Israeli leaders supporting
the pro-Abbas policy have argued that Fatah did well against Hamas’s
forces, which were better armed, better trained and numerically stronger,
in the clash last Tuesday at the Karni checkpoint.
Whatever the hesitations
and internal differences among Israeli policymakers, the general drift
is towards an open military conflict. Many of Israel’s military
and intelligence chiefs and the most hawkish political elements led
by Likud leader Benyamin Netanyahu have insisted that Abbas is incapable
of policing the Palestinian Authority.
Speaking at a Likud faction
meeting at the Menachem Begin Heritage Centre marking the 30th anniversary
of the party’s 1977 rise to power, Netanyahu said that the government
“could evacuate whomever necessary, enact a closure on the Gaza
Strip, stop providing services like electricity and water, or decide
on a limited invasion of four or five kilometres to distance the range
of the Qassems.”
For his part, Deputy Prime
Minister Avigdor Lieberman of the far-right Yisrael Beiteinu has called
for more intense ground activity in the Gaza Strip. He even threatened
to withdraw his eleven Knesset members from the government and bring
it down, stating, “The present coalition has reached the moment
of truth. Either we dismantle Hamas, or we dismantle the government.”
The Gaza Division commander,
Brigadier General Moshe Tamir, has long urged that infantry and tank
brigades be deployed on the ground in the Gaza Strip. He has been pushing
a hard-line approach at cabinet meetings on Gaza, urging Olmert and
Peretz to give the green light for an invasion.
He and others in the army’s
high command want to crush Hamas “before Gaza turns into another
southern Lebanon,” said a source. Their plan is to divide Gaza
into three parts, seal its borders, and crush Hamas by flooding its
towns and villages with troops in an operation intended to last no more
than a week. Israel would rely on speed, superior technology, better
training and intelligence, numerical superiority and, not least, sheer
brutality to smash Hamas.
The aim—for which they
seek US backing—is not so much to install another government as
to create such devastation and privation that the Palestinians will
finally submit to being penned into impoverished ghettoes, or leave
altogether.

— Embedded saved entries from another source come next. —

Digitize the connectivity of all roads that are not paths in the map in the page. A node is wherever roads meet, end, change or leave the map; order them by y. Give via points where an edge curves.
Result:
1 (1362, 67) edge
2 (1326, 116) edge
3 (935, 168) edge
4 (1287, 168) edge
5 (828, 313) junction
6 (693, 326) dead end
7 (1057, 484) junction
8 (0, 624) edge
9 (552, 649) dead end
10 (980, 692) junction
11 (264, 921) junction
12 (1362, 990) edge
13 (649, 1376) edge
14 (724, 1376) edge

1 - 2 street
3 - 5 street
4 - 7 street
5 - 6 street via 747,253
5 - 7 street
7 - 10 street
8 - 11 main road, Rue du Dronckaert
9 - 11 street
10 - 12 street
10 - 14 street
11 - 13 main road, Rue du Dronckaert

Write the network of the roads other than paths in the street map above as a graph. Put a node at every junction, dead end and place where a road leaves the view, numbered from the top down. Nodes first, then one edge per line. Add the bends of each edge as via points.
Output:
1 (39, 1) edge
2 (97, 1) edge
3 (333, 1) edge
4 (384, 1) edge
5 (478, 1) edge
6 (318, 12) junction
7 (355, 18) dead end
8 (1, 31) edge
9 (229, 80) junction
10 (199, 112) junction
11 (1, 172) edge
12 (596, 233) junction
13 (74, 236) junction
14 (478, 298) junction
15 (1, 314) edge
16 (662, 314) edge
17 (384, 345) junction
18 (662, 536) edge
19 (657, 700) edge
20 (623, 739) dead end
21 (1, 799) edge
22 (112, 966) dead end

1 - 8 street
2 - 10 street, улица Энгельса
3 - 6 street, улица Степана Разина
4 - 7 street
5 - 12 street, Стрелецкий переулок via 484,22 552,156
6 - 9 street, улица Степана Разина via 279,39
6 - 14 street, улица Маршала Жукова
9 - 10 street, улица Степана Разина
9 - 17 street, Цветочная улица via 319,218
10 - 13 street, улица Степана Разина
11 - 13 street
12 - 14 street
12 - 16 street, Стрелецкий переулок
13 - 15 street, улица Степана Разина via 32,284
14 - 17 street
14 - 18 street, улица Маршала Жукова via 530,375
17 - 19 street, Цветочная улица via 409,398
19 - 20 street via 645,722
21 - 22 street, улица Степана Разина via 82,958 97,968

With the Palestinian territories virtually sealed off from
the outside world, unable to get the agricultural produce upon which
the Palestinian economy depends, poverty is the rule and shortages are
widespread.
When Saudi Arabia brokered
an agreement between Fatah and Hamas in Mecca last February leading
to the establishment of the unity coalition, promises were secured from
several Arab states to bankroll the Palestinian Authority, but as yet
only the United Arab Emirates have come up with any cash.
The US and the European Union
have maintained their own boycott of the Palestinian Authority. And
while foreign aid has doubled to $900 million, Israel has refused to
release the $800 million in taxes it has collected on behalf of the
PA, and the total is rising by $55 million a month. Without funding,
neither the PA nor the coalition government can survive much longer.